### EXERCISE DIRECTIONS
Could you restate the entries word for word, without the images?

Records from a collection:
——————————
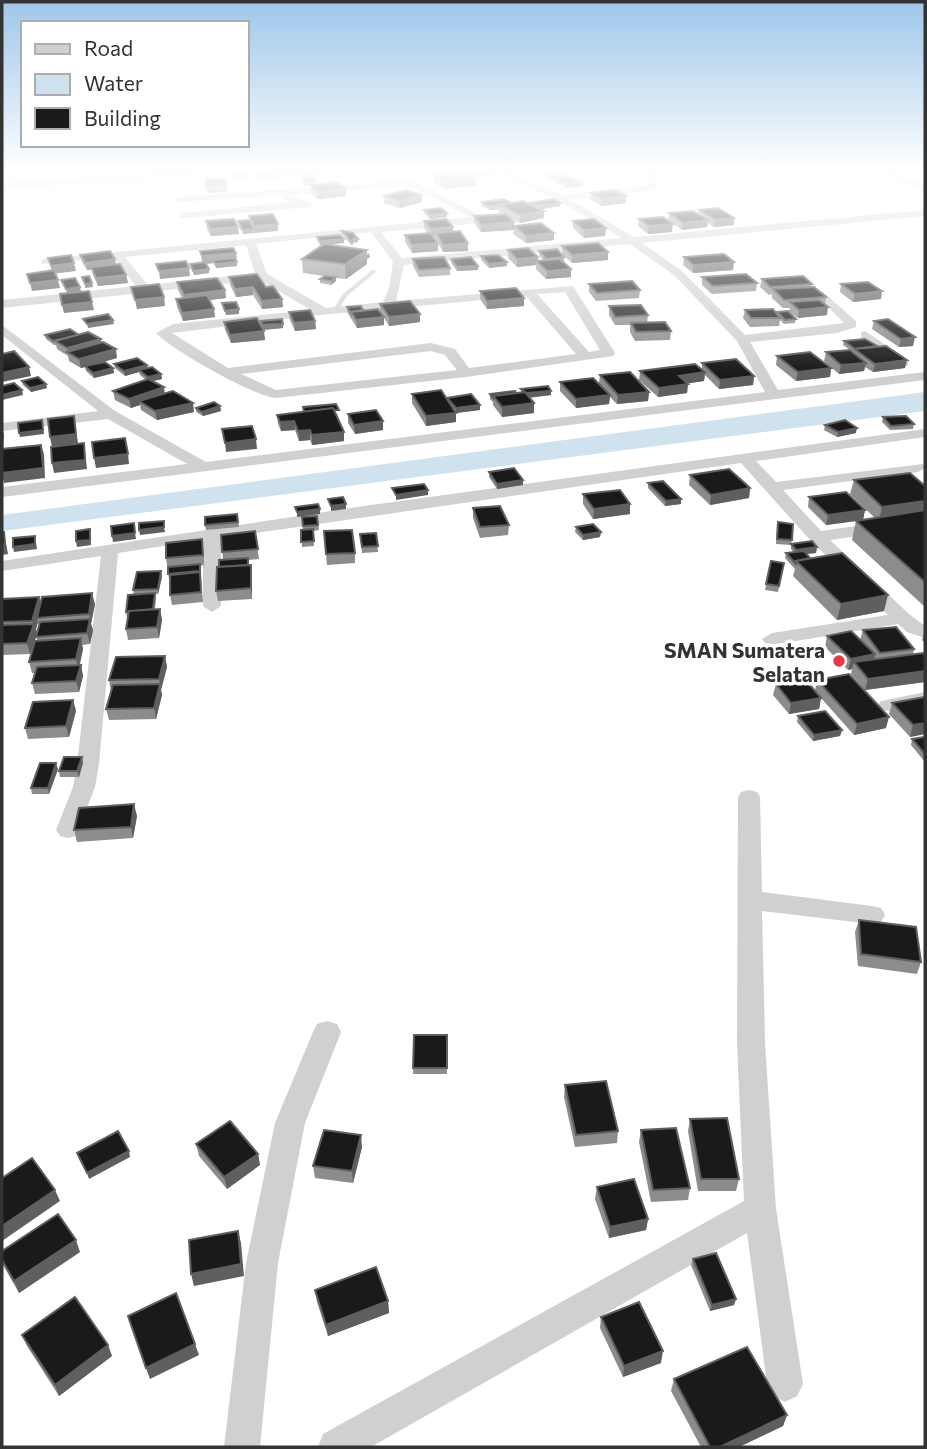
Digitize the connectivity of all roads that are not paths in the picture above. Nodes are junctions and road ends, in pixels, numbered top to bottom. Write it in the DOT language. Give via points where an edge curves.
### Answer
graph roads {
  1 [pos="168,238"];
  2 [pos="232,238"];
  3 [pos="285,238"];
  4 [pos="381,238"];
  5 [pos="628,238"];
  6 [pos="667,238"];
  7 [pos="250,241"];
  8 [pos="632,241"];
  9 [pos="117,255"];
  10 [pos="46,262"];
  11 [pos="399,262"];
  12 [pos="374,271"];
  13 [pos="262,276"];
  14 [pos="144,288"];
  15 [pos="527,291"];
  16 [pos="822,295"];
  17 [pos="2,304"];
  18 [pos="388,305"];
  19 [pos="330,312"];
  20 [pos="2,330"];
  21 [pos="865,335"];
  22 [pos="742,340"];
  23 [pos="586,357"];
  24 [pos="226,372"];
  25 [pos="466,373"];
  26 [pos="451,375"];
  27 [pos="923,377"];
  28 [pos="462,391"];
  29 [pos="774,395"];
  30 [pos="110,414"];
  31 [pos="2,427"];
  32 [pos="925,433"];
  33 [pos="896,437"];
  34 [pos="745,458"];
  35 [pos="202,467"];
  36 [pos="924,467"];
  37 [pos="778,491"];
  38 [pos="2,492"];
  39 [pos="925,521"];
  40 [pos="212,535"];
  41 [pos="817,537"];
  42 [pos="110,551"];
  43 [pos="2,566"];
  44 [pos="212,606"];
  45 [pos="902,618"];
  46 [pos="925,632"];
  47 [pos="772,639"];
  48 [pos="925,698"];
  49 [pos="888,705"];
  50 [pos="750,797"];
  51 [pos="68,830"];
  52 [pos="750,900"];
  53 [pos="872,915"];
  54 [pos="327,1032"];
  55 [pos="760,1209"];
  56 [pos="785,1384"];
  57 [pos="242,1447"];
  58 [pos="336,1447"];
  1 -- 9 [label="street"];
  2 -- 7 [label="street"];
  3 -- 7 [label="street"];
  4 -- 11 [label="street"];
  5 -- 8 [label="street"];
  6 -- 8 [label="street"];
  7 -- 13 [label="street"];
  8 -- 11 [label="street"];
  8 -- 22 [label="street" via="678,273"];
  9 -- 10 [label="street"];
  9 -- 14 [label="street"];
  11 -- 18 [label="street"];
  12 -- 19 [label="lane"];
  13 -- 14 [label="street"];
  13 -- 19 [label="street"];
  14 -- 17 [label="street"];
  15 -- 18 [label="street"];
  15 -- 23 [label="street"];
  15 -- 23 [label="street" via="571,289 608,351"];
  16 -- 22 [label="street" via="852,324"];
  18 -- 19 [label="street"];
  19 -- 24 [label="street" via="173,328 162,333"];
  20 -- 30 [label="street"];
  21 -- 27 [label="street"];
  22 -- 29 [label="street"];
  23 -- 25 [label="street"];
  24 -- 25 [label="street" via="431,347 450,352"];
  24 -- 26 [label="street" via="268,393 286,394"];
  25 -- 26 [label="street"];
  26 -- 28 [label="street"];
  27 -- 29 [label="street"];
  29 -- 35 [label="street"];
  30 -- 31 [label="street"];
  30 -- 35 [label="street"];
  32 -- 33 [label="street"];
  33 -- 34 [label="street"];
  33 -- 36 [label="street"];
  34 -- 37 [label="street"];
  34 -- 40 [label="street"];
  35 -- 38 [label="street"];
  36 -- 37 [label="street"];
  37 -- 41 [label="street"];
  39 -- 41 [label="street"];
  40 -- 42 [label="street"];
  40 -- 44 [label="street"];
  41 -- 45 [label="street"];
  42 -- 43 [label="street"];
  42 -- 51 [label="street" via="88,764"];
  45 -- 46 [label="street"];
  45 -- 47 [label="street"];
  48 -- 49 [label="street"];
  50 -- 52 [label="street"];
  52 -- 53 [label="street"];
  52 -- 55 [label="street" via="751,1043"];
  54 -- 57 [label="street" via="290,1122 262,1263"];
  55 -- 56 [label="street"];
  55 -- 58 [label="street"];
}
——————————
### ANSWER TO THIS PROBLEM
Digitize the connectivity of all roads that are not paths in the picture above. Nodes are junctions and road ends, in pixels, numbered top to bottom. Write it in the DOT language. Give via points where an edge curves.
### Answer
graph roads {
  1 [pos="168,238"];
  2 [pos="232,238"];
  3 [pos="285,238"];
  4 [pos="381,238"];
  5 [pos="628,238"];
  6 [pos="667,238"];
  7 [pos="250,241"];
  8 [pos="632,241"];
  9 [pos="117,255"];
  10 [pos="46,262"];
  11 [pos="399,262"];
  12 [pos="374,271"];
  13 [pos="262,276"];
  14 [pos="144,288"];
  15 [pos="527,291"];
  16 [pos="822,295"];
  17 [pos="2,304"];
  18 [pos="388,305"];
  19 [pos="330,312"];
  20 [pos="2,330"];
  21 [pos="865,335"];
  22 [pos="742,340"];
  23 [pos="586,357"];
  24 [pos="226,372"];
  25 [pos="466,373"];
  26 [pos="451,375"];
  27 [pos="923,377"];
  28 [pos="462,391"];
  29 [pos="774,395"];
  30 [pos="110,414"];
  31 [pos="2,427"];
  32 [pos="925,433"];
  33 [pos="896,437"];
  34 [pos="745,458"];
  35 [pos="202,467"];
  36 [pos="924,467"];
  37 [pos="778,491"];
  38 [pos="2,492"];
  39 [pos="925,521"];
  40 [pos="212,535"];
  41 [pos="817,537"];
  42 [pos="110,551"];
  43 [pos="2,566"];
  44 [pos="212,606"];
  45 [pos="902,618"];
  46 [pos="925,632"];
  47 [pos="772,639"];
  48 [pos="925,698"];
  49 [pos="888,705"];
  50 [pos="750,797"];
  51 [pos="68,830"];
  52 [pos="750,900"];
  53 [pos="872,915"];
  54 [pos="327,1032"];
  55 [pos="760,1209"];
  56 [pos="785,1384"];
  57 [pos="242,1447"];
  58 [pos="336,1447"];
  1 -- 9 [label="street"];
  2 -- 7 [label="street"];
  3 -- 7 [label="street"];
  4 -- 11 [label="street"];
  5 -- 8 [label="street"];
  6 -- 8 [label="street"];
  7 -- 13 [label="street"];
  8 -- 11 [label="street"];
  8 -- 22 [label="street" via="678,273"];
  9 -- 10 [label="street"];
  9 -- 14 [label="street"];
  11 -- 18 [label="street"];
  12 -- 19 [label="lane"];
  13 -- 14 [label="street"];
  13 -- 19 [label="street"];
  14 -- 17 [label="street"];
  15 -- 18 [label="street"];
  15 -- 23 [label="street"];
  15 -- 23 [label="street" via="571,289 608,351"];
  16 -- 22 [label="street" via="852,324"];
  18 -- 19 [label="street"];
  19 -- 24 [label="street" via="173,328 162,333"];
  20 -- 30 [label="street"];
  21 -- 27 [label="street"];
  22 -- 29 [label="street"];
  23 -- 25 [label="street"];
  24 -- 25 [label="street" via="431,347 450,352"];
  24 -- 26 [label="street" via="268,393 286,394"];
  25 -- 26 [label="street"];
  26 -- 28 [label="street"];
  27 -- 29 [label="street"];
  29 -- 35 [label="street"];
  30 -- 31 [label="street"];
  30 -- 35 [label="street"];
  32 -- 33 [label="street"];
  33 -- 34 [label="street"];
  33 -- 36 [label="street"];
  34 -- 37 [label="street"];
  34 -- 40 [label="street"];
  35 -- 38 [label="street"];
  36 -- 37 [label="street"];
  37 -- 41 [label="street"];
  39 -- 41 [label="street"];
  40 -- 42 [label="street"];
  40 -- 44 [label="street"];
  41 -- 45 [label="street"];
  42 -- 43 [label="street"];
  42 -- 51 [label="street" via="88,764"];
  45 -- 46 [label="street"];
  45 -- 47 [label="street"];
  48 -- 49 [label="street"];
  50 -- 52 [label="street"];
  52 -- 53 [label="street"];
  52 -- 55 [label="street" via="751,1043"];
  54 -- 57 [label="street" via="290,1122 262,1263"];
  55 -- 56 [label="street"];
  55 -- 58 [label="street"];
}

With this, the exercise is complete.